### Work required
Transcribe the records that follow, preserving every word.

START Data listing

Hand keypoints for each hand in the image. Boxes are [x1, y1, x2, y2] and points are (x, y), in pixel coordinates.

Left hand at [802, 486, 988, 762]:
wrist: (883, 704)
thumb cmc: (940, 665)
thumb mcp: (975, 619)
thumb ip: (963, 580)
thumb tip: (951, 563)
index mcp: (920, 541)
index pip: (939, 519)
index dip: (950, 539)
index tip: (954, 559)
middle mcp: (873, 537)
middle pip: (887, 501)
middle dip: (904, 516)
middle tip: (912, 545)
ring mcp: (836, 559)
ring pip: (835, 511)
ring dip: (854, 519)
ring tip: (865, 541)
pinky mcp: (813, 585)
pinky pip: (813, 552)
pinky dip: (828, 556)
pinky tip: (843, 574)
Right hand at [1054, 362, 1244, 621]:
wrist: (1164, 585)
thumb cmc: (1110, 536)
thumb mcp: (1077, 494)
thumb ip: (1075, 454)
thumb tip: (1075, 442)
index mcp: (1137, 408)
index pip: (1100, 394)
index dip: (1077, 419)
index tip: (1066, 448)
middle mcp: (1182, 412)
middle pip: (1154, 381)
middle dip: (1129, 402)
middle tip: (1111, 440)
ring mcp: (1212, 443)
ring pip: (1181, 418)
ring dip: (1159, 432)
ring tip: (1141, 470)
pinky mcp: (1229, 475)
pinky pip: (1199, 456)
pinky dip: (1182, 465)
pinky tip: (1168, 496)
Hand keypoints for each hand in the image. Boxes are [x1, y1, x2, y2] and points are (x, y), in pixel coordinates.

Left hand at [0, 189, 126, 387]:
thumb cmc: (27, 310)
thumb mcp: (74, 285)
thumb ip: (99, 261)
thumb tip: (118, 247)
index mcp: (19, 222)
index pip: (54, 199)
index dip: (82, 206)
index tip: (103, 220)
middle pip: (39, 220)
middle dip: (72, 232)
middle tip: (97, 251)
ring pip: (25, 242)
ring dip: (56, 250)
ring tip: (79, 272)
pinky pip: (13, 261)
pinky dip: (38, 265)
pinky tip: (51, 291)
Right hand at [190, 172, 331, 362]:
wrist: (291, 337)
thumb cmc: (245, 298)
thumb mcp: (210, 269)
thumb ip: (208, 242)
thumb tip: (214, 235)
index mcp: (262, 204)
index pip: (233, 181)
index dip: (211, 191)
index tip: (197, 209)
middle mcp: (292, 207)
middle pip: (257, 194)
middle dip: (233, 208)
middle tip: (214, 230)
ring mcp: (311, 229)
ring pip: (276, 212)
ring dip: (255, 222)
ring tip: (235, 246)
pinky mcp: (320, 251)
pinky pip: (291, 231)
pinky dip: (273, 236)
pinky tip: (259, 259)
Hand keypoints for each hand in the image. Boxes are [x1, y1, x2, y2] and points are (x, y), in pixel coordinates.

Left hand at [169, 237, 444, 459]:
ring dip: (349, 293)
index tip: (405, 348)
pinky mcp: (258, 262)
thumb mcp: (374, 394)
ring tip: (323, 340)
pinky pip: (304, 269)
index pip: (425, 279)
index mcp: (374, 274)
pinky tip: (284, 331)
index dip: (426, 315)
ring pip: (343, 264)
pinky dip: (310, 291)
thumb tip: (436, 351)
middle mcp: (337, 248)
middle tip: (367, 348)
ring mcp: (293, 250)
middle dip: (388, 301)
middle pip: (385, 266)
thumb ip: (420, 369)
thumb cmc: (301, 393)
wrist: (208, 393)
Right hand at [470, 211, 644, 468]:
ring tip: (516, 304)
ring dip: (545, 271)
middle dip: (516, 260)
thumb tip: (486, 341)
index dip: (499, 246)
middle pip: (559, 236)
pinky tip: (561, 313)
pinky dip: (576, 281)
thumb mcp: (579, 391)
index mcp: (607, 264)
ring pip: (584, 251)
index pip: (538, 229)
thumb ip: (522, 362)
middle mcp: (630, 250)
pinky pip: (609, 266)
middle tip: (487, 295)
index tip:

END Data listing

### Answer space
Hand keypoints for each hand in the image. Boxes are [x1, y1, x2, y2] and points are (x, y), in pixel coordinates.

Left hand at [802, 486, 988, 762]:
wrist: (883, 704)
thumb cmc: (940, 665)
thumb mcp: (975, 619)
thumb ip: (963, 580)
thumb tip: (951, 563)
index mcp: (920, 541)
index pip: (939, 519)
index dip: (950, 539)
index tip: (954, 559)
middle mcp: (873, 537)
middle pip: (887, 501)
middle dip: (904, 516)
middle tip: (912, 545)
ring mcp: (836, 559)
ring pip: (835, 511)
ring dip: (854, 519)
ring tip: (865, 541)
pinky mcp: (813, 585)
pinky pip: (813, 552)
pinky dip: (828, 556)
pinky tip: (843, 574)
Right hand at [1054, 362, 1244, 621]:
wrist: (1164, 585)
thumb cmc: (1110, 536)
thumb mcp: (1077, 494)
thumb ip: (1075, 454)
thumb tip: (1075, 442)
index mcp: (1137, 408)
index pip: (1100, 394)
index dip: (1077, 419)
index tip: (1066, 448)
middle mcp: (1182, 412)
middle pip: (1154, 381)
middle dip: (1129, 402)
middle tip: (1111, 440)
ring mcp: (1212, 443)
ring pip: (1181, 418)
ring dip: (1159, 432)
ring tip: (1141, 470)
pinky mcp: (1229, 475)
pinky pip: (1199, 456)
pinky dip: (1182, 465)
pinky tip: (1168, 496)
Hand keypoints for each hand in the image. Boxes are [x1, y1, x2, y2] and points are (x, y), in pixel coordinates.

Left hand at [0, 189, 126, 387]:
thumb cmc: (27, 310)
thumb mcp: (74, 285)
thumb ip: (99, 261)
thumb tip: (118, 247)
index mcp: (19, 222)
index pip: (54, 199)
index dip: (82, 206)
index tip: (103, 220)
middle pip: (39, 220)
middle dip: (72, 232)
middle tip: (97, 251)
ring pip: (25, 242)
ring dip: (56, 250)
ring tip: (79, 272)
pinky pip: (13, 261)
pinky dip: (38, 265)
pinky tip: (51, 291)
Right hand at [190, 172, 331, 362]:
wrist: (291, 337)
thumb cmc: (245, 298)
thumb mcp: (210, 269)
thumb ip: (208, 242)
thumb tip: (214, 235)
index mcp: (262, 204)
index pip: (233, 181)
index dip: (211, 191)
index tip: (197, 209)
middle mcp: (292, 207)
middle pip: (257, 194)
middle dip: (233, 208)
middle tip: (214, 230)
ring mcp: (311, 229)
ring pip: (276, 212)
ring dip: (255, 222)
ring tip: (235, 246)
pinky mcp: (320, 251)
pinky pip: (291, 231)
pinky dip: (273, 236)
pinky tip: (259, 259)
Hand keypoints for each hand in the image. Boxes are [x1, y1, x2, y2] and points are (x, y), in pixel coordinates.

Left hand at [169, 237, 444, 459]:
ring dip: (349, 293)
index tip: (405, 348)
pinky mcp: (258, 262)
thumb mcp: (374, 394)
ring tip: (323, 340)
pinky pip: (304, 269)
index pip: (425, 279)
index mcp: (374, 274)
pinky tip: (284, 331)
index dip: (426, 315)
ring pip: (343, 264)
pinky dip: (310, 291)
thumb tip: (436, 351)
middle mcp: (337, 248)
middle tip: (367, 348)
ring mcp: (293, 250)
middle dip: (388, 301)
middle pip: (385, 266)
thumb ip: (420, 369)
thumb cmc: (301, 393)
wrist: (208, 393)
Right hand at [470, 211, 644, 468]:
ring tip: (516, 304)
ring dip: (545, 271)
middle dip: (516, 260)
thumb tip: (486, 341)
index dip: (499, 246)
middle pip: (559, 236)
pinky tip: (561, 313)
pinky dip: (576, 281)
thumb mcp: (579, 391)
index mcp: (607, 264)
ring pip: (584, 251)
index pip: (538, 229)
thumb ip: (522, 362)
middle mcp: (630, 250)
pinky pip: (609, 266)
middle tip: (487, 295)
index tip:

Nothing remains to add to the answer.